«Un bureau en pleine nature, entre terre et mer, aux Antilles !» C'est avec ce slogan que le gouvernement de la Dominique, île nichée entre la Guadeloupe et la Martinique, tente d'attirer les télétravailleurs du monde entier. En avril, les autorités ont lancé un visa de dix-huit mois, le Work in Nature (Win…), dans l'intention de faire venir des centaines de travailleurs nomades pour phosphorer les pieds dans l'eau. Objectif : remplacer les touristes par des salariés aux revenus confortables et renflouer les caisses de l'archipel déserté depuis le Covid.
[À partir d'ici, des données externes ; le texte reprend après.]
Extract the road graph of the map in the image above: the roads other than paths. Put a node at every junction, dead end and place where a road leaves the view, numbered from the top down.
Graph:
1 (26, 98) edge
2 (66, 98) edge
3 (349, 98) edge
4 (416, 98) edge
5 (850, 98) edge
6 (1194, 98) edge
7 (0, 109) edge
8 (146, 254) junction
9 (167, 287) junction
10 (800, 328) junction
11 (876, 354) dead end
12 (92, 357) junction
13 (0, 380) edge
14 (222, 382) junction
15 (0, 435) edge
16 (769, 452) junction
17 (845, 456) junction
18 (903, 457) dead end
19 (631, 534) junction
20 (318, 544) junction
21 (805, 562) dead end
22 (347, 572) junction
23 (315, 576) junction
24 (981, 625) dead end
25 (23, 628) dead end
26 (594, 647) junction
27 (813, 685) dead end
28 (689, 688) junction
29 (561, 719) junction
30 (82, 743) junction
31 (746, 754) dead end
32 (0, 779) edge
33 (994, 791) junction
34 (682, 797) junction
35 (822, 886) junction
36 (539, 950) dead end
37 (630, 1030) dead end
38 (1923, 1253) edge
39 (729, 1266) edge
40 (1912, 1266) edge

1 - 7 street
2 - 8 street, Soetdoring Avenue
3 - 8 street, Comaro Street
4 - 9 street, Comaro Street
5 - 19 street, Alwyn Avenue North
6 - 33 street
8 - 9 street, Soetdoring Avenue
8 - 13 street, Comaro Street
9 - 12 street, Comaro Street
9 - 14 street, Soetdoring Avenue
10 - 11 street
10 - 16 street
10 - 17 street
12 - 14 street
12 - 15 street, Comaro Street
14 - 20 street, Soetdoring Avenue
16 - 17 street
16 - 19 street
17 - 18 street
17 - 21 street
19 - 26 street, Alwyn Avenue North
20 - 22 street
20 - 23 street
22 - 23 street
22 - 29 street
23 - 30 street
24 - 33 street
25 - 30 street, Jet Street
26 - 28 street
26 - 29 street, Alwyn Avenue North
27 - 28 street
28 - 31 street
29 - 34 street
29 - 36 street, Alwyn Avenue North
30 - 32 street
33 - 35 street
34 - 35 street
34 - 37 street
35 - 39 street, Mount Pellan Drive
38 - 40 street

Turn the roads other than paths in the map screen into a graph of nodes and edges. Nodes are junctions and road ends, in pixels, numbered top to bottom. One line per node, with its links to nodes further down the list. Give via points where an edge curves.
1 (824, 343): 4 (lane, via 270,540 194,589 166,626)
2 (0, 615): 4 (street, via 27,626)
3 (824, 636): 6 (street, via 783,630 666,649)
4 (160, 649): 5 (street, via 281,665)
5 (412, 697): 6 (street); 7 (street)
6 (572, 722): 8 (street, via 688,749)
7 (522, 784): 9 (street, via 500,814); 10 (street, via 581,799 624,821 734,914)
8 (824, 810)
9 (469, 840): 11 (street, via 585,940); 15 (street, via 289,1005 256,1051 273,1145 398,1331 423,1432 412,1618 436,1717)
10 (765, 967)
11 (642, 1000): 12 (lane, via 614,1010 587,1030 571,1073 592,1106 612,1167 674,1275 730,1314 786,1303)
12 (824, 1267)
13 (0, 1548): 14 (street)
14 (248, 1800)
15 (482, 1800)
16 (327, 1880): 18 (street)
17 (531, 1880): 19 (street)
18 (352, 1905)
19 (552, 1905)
Comme la Dominique, des dizaines d'autres pays surfent sur la vague du télétravail généralisé et cherchent à séduire avec des programmes ou des visas longue durée. Le Mexique accorde par exemple un permis de six mois renouvelable jusqu'à quatre ans. L'Ile Maurice ou les Bermudes permettent aux voyageurs de poser leurs valises pendant un an, comme la Barbade avec le dispositif Welcome Stamp. «Ces initiatives sont plutôt vertueuses, analyse Samuel Durand, spécialiste des nouveaux modes de travail et auteur du documentaire Work in Progress. D'un côté, les pays attirent une nouvelle clientèle, plus durable et plus aisée. De l'autre, les nomades peuvent rester plus longtemps que les trente ou quatre-vingt-dix jours autorisés par les visas tourisme. C'est pratique.»